■ **PROVIDED RECORDS**
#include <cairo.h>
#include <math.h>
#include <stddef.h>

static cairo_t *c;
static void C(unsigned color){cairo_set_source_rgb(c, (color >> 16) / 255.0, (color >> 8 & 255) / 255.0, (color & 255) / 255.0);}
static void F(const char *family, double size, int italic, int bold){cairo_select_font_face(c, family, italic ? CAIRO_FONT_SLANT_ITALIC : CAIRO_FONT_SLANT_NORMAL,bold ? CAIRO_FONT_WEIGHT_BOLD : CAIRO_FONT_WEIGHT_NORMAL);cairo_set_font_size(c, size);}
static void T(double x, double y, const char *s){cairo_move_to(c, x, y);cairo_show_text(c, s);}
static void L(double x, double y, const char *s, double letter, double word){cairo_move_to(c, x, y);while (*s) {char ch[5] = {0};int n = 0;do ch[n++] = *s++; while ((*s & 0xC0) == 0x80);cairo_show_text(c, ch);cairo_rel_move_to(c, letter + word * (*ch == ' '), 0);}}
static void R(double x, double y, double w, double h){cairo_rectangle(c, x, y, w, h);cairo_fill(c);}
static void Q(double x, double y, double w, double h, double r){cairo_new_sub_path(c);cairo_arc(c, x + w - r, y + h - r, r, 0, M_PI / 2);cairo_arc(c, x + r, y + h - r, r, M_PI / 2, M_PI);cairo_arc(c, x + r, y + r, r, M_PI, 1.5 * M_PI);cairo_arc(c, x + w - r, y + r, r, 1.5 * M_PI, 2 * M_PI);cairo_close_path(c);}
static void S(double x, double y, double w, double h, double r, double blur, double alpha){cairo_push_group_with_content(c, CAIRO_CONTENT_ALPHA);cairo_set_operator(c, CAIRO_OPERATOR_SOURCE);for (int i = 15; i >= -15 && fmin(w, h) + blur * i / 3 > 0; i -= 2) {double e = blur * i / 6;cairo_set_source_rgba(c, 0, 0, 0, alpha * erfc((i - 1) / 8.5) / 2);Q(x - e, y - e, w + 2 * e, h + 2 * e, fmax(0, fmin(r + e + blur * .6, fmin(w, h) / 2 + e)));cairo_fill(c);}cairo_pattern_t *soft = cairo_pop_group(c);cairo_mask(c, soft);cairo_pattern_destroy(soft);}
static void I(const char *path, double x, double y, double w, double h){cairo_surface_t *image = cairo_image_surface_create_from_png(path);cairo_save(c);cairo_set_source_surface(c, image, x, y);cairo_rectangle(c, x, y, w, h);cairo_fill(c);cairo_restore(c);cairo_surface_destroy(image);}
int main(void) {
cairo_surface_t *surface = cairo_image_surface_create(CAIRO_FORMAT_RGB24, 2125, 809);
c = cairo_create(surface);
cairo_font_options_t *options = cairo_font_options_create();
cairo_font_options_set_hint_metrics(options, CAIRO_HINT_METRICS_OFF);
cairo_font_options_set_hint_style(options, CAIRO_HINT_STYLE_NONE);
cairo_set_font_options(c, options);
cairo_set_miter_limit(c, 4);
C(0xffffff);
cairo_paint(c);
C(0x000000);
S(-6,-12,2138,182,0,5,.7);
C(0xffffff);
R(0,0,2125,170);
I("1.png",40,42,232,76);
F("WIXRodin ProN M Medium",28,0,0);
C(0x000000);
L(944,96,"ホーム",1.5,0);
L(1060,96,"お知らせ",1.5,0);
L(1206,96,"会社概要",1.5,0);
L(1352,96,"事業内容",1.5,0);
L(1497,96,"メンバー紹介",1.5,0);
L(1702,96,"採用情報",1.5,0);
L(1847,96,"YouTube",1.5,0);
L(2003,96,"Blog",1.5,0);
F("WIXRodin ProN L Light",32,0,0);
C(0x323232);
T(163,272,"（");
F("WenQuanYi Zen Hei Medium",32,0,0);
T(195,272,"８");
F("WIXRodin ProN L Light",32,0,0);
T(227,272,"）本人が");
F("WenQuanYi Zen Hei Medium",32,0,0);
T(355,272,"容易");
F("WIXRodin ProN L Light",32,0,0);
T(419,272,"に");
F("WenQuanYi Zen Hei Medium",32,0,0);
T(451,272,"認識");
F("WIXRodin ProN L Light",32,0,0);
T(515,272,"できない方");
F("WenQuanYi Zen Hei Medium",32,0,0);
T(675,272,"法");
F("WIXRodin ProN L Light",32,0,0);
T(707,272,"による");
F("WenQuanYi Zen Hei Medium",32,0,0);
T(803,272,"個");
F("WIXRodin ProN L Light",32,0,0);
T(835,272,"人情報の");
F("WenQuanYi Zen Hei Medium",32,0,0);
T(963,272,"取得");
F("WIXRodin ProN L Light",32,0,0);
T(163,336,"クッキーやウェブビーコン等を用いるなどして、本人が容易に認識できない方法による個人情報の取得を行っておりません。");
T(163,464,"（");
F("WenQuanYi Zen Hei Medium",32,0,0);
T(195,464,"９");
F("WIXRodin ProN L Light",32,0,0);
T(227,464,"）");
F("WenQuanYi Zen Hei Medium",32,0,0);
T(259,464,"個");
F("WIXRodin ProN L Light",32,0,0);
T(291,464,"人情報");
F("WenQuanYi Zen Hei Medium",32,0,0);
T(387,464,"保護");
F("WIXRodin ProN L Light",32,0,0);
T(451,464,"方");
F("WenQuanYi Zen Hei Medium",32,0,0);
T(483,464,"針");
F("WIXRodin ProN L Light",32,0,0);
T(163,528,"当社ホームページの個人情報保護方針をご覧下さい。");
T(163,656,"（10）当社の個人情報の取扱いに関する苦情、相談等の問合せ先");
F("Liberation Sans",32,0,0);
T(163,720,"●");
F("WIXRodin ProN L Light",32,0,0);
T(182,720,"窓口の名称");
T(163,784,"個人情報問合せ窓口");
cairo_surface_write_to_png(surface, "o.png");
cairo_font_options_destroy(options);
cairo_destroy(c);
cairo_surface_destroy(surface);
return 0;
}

■ **WORK ORDER**
Return nothing but the lines from the top of the records above through the line that has "c = cairo_create(surface);". Keep each one exact.

■ **RESULT OF THE EXERCISE**
#include <cairo.h>
#include <math.h>
#include <stddef.h>

static cairo_t *c;
static void C(unsigned color){cairo_set_source_rgb(c, (color >> 16) / 255.0, (color >> 8 & 255) / 255.0, (color & 255) / 255.0);}
static void F(const char *family, double size, int italic, int bold){cairo_select_font_face(c, family, italic ? CAIRO_FONT_SLANT_ITALIC : CAIRO_FONT_SLANT_NORMAL,bold ? CAIRO_FONT_WEIGHT_BOLD : CAIRO_FONT_WEIGHT_NORMAL);cairo_set_font_size(c, size);}
static void T(double x, double y, const char *s){cairo_move_to(c, x, y);cairo_show_text(c, s);}
static void L(double x, double y, const char *s, double letter, double word){cairo_move_to(c, x, y);while (*s) {char ch[5] = {0};int n = 0;do ch[n++] = *s++; while ((*s & 0xC0) == 0x80);cairo_show_text(c, ch);cairo_rel_move_to(c, letter + word * (*ch == ' '), 0);}}
static void R(double x, double y, double w, double h){cairo_rectangle(c, x, y, w, h);cairo_fill(c);}
static void Q(double x, double y, double w, double h, double r){cairo_new_sub_path(c);cairo_arc(c, x + w - r, y + h - r, r, 0, M_PI / 2);cairo_arc(c, x + r, y + h - r, r, M_PI / 2, M_PI);cairo_arc(c, x + r, y + r, r, M_PI, 1.5 * M_PI);cairo_arc(c, x + w - r, y + r, r, 1.5 * M_PI, 2 * M_PI);cairo_close_path(c);}
static void S(double x, double y, double w, double h, double r, double blur, double alpha){cairo_push_group_with_content(c, CAIRO_CONTENT_ALPHA);cairo_set_operator(c, CAIRO_OPERATOR_SOURCE);for (int i = 15; i >= -15 && fmin(w, h) + blur * i / 3 > 0; i -= 2) {double e = blur * i / 6;cairo_set_source_rgba(c, 0, 0, 0, alpha * erfc((i - 1) / 8.5) / 2);Q(x - e, y - e, w + 2 * e, h + 2 * e, fmax(0, fmin(r + e + blur * .6, fmin(w, h) / 2 + e)));cairo_fill(c);}cairo_pattern_t *soft = cairo_pop_group(c);cairo_mask(c, soft);cairo_pattern_destroy(soft);}
static void I(const char *path, double x, double y, double w, double h){cairo_surface_t *image = cairo_image_surface_create_from_png(path);cairo_save(c);cairo_set_source_surface(c, image, x, y);cairo_rectangle(c, x, y, w, h);cairo_fill(c);cairo_restore(c);cairo_surface_destroy(image);}
int main(void) {
cairo_surface_t *surface = cairo_image_surface_create(CAIRO_FORMAT_RGB24, 2125, 809);
c = cairo_create(surface);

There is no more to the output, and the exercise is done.